In celebration of Verdi's 200th birthday in 2013, the Festival d’Aix-en-Provence produced the composer's colorful masterpiece Rigoletto for the first time in its history. Verdi expert Gianandrea Noseda conducted the London Symphony Orchestra in a production that marked the return of the Canadian stage director Robert Carsen to the festival following a 17 year hiatus. Carsen sets his interpretation of this classic opera in the cutthroat world of the circus.
Based on Victor Hugo's play Le roi s’amuse, Verdi's opera in three acts Rigoletto premiered in 1851. Similar to the play that inspired it, the opera faced censorship because of its controversial subject of libertinism at court. The opera’s tragic story revolves around the licentious Duke of Mantua, his hunchbacked court jester Rigoletto, and the jester’s beautiful daughter, Gilda.

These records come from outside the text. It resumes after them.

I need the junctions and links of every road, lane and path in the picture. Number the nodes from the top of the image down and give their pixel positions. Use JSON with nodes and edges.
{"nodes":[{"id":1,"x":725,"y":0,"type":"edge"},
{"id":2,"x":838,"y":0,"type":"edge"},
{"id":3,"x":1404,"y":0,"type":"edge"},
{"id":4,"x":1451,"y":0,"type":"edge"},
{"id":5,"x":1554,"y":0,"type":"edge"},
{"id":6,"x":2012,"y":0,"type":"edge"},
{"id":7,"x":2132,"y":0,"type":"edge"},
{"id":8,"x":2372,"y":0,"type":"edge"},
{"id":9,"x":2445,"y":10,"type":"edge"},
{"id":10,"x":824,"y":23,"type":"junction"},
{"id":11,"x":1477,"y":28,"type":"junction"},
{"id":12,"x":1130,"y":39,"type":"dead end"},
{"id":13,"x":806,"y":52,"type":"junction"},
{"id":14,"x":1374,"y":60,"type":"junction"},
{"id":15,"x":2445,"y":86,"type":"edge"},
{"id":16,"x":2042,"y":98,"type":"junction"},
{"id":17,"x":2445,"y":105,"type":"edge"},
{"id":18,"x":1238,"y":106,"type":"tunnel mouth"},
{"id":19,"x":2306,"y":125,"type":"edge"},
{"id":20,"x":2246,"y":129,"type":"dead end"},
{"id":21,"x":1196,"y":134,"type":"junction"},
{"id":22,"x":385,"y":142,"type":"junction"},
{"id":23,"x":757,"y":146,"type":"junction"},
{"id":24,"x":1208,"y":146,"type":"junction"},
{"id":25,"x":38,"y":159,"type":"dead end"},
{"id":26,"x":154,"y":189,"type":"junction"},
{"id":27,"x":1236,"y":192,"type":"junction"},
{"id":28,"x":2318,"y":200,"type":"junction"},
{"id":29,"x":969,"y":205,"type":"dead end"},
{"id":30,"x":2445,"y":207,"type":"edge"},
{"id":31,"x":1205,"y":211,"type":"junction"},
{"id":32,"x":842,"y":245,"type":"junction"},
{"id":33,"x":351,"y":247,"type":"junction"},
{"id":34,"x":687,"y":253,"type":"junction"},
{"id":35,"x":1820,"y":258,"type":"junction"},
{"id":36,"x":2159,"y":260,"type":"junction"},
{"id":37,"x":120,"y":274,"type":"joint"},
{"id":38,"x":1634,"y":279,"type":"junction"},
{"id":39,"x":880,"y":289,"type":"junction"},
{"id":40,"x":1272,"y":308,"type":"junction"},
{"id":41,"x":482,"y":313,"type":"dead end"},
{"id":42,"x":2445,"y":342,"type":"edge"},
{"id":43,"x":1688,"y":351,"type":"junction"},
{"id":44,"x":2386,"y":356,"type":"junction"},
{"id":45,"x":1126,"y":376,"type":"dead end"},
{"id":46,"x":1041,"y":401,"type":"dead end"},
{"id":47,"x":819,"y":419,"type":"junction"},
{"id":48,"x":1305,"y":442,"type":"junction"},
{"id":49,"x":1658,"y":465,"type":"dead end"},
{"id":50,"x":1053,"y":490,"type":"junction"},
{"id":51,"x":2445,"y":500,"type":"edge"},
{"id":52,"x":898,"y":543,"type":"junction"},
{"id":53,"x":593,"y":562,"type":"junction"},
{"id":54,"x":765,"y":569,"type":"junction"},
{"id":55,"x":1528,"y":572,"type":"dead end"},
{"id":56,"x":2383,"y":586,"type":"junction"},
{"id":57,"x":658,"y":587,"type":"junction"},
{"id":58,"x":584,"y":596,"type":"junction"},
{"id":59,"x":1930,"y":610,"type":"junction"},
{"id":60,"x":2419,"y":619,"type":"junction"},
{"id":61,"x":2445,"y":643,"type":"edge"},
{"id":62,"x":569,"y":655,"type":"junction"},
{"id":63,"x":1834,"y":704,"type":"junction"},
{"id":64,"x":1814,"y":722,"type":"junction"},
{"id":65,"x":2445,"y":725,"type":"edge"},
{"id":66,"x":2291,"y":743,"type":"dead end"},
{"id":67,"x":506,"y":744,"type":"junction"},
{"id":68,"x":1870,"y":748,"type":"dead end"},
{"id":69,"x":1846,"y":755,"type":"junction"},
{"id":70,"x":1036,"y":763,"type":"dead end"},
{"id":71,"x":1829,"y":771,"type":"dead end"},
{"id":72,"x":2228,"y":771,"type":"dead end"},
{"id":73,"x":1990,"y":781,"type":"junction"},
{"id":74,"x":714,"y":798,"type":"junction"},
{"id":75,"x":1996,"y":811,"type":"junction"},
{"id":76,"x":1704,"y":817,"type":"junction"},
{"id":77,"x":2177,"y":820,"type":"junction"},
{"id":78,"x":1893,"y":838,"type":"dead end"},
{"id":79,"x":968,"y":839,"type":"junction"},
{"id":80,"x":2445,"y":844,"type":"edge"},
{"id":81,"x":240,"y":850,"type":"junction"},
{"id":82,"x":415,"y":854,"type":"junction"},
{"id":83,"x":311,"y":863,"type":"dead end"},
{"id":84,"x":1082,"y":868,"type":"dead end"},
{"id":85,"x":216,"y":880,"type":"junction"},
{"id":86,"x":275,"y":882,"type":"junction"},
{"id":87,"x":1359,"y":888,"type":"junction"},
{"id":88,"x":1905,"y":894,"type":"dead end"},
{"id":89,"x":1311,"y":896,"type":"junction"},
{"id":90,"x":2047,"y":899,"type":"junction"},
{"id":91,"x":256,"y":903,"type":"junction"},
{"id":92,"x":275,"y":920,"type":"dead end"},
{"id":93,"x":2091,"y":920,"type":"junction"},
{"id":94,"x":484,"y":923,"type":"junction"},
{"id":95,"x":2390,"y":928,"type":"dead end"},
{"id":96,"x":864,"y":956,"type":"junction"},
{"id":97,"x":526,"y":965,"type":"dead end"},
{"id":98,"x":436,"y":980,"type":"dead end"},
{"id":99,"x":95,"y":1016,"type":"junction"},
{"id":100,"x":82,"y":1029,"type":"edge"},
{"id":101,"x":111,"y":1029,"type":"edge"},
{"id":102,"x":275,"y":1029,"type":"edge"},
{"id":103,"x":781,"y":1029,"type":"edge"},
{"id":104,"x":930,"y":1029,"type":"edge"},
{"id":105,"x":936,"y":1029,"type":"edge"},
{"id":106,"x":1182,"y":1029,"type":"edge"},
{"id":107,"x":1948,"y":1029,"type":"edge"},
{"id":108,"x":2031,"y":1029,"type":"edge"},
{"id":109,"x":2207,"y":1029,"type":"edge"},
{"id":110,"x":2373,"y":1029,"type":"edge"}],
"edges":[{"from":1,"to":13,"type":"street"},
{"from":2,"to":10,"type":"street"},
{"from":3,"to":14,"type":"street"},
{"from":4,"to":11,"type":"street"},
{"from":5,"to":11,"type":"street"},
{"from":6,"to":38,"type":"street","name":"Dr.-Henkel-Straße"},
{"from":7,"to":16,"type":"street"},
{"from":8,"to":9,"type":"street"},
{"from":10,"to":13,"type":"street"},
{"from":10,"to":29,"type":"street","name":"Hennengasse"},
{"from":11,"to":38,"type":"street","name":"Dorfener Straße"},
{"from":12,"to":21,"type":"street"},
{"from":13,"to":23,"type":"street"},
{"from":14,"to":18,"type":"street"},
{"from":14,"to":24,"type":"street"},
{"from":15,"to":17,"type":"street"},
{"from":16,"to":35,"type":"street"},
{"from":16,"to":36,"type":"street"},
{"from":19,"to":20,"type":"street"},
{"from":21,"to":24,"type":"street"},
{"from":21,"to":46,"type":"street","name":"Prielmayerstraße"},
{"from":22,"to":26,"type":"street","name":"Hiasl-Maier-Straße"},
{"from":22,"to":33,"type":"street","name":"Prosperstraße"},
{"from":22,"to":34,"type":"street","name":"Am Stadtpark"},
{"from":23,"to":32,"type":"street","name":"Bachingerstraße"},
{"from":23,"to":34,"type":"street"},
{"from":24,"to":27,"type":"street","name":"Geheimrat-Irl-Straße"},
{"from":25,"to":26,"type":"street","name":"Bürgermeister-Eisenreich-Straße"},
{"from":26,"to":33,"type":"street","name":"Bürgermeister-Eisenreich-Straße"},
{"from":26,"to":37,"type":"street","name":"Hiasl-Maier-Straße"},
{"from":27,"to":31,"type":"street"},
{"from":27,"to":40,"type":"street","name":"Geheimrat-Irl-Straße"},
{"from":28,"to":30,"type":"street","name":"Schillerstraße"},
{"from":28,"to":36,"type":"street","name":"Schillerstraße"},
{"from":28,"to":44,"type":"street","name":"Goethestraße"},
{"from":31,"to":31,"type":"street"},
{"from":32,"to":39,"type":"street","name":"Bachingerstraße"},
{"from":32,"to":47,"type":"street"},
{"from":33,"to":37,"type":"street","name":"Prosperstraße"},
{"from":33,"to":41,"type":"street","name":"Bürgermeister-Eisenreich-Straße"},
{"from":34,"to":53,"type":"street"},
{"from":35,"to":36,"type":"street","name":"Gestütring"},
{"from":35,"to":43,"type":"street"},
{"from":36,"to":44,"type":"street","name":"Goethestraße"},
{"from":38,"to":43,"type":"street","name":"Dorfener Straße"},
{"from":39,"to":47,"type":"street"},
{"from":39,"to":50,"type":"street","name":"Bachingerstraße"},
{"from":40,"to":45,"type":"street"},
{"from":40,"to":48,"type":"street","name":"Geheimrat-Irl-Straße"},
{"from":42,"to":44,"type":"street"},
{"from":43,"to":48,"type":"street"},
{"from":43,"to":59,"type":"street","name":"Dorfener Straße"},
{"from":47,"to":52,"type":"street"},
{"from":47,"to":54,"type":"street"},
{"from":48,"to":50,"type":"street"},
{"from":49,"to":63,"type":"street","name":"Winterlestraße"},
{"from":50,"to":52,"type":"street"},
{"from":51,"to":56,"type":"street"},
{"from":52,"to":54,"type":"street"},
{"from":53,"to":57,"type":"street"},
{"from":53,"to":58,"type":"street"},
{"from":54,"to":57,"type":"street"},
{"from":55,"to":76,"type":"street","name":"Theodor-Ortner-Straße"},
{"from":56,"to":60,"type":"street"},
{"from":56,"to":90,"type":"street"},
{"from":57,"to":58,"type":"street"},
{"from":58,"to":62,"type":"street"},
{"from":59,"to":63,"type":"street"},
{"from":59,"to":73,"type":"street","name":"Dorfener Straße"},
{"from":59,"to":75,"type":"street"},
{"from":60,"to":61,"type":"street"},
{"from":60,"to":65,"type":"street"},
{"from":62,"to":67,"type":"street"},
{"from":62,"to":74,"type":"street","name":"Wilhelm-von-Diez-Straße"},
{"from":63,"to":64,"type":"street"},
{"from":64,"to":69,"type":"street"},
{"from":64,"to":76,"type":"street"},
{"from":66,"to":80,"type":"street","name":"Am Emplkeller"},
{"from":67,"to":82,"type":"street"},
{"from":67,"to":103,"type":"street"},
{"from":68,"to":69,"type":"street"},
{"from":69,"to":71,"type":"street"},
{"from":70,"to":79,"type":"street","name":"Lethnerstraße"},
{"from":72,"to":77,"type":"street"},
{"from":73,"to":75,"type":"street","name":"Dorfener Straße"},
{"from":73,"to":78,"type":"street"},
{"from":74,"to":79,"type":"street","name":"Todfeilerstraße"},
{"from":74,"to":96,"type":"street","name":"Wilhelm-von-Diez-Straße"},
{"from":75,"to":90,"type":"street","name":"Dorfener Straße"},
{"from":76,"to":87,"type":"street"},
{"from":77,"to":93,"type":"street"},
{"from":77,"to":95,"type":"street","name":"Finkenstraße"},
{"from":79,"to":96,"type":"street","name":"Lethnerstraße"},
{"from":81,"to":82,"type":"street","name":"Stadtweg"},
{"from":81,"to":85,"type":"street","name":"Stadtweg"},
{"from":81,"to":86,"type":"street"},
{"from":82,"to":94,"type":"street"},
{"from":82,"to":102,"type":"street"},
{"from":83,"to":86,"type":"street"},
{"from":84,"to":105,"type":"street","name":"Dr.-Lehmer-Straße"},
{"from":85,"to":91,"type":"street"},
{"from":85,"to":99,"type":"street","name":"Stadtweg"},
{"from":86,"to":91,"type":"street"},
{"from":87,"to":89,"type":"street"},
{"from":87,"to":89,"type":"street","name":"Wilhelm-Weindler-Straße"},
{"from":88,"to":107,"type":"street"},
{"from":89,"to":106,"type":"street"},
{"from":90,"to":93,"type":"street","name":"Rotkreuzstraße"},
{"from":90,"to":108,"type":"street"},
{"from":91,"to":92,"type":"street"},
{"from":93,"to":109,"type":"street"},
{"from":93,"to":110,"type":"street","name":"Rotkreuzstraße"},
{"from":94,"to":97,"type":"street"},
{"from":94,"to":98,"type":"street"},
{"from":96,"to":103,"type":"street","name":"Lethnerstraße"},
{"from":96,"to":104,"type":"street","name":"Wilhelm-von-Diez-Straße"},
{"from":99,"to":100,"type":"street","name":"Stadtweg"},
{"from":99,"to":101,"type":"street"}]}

The Duke of Mantua is a notorious playboy and merrymaker, known for seducing women of all sorts and then making fun of their husbands with Rigoletto, his jester. One evening the Duke's festivities are interrupted by the arrival of the elderly Count Monterone, whose daughter was one of the Duke’s victims. Rigoletto provokes the old count, making fun of his helplessness to avenge his daughter's honor. While he is arrested, Monterone curses Rigoletto for having mocked his righteous anger. The curse terrifies the jester because of the secret he is hiding: he has a very beautiful daughter, Gilda, who he has confined to their home to protect her, only allowing her to go out for Sunday services. But Gilda has her own secret: she has recently been charmed by a young man she met at church. The young man is none other than the Duke himself, who is unaware that she is his jester’s daughter...
In an attempt to avoid the curse, Rigoletto unintentionally brings the situation to its breaking point, and a tragedy unfolds.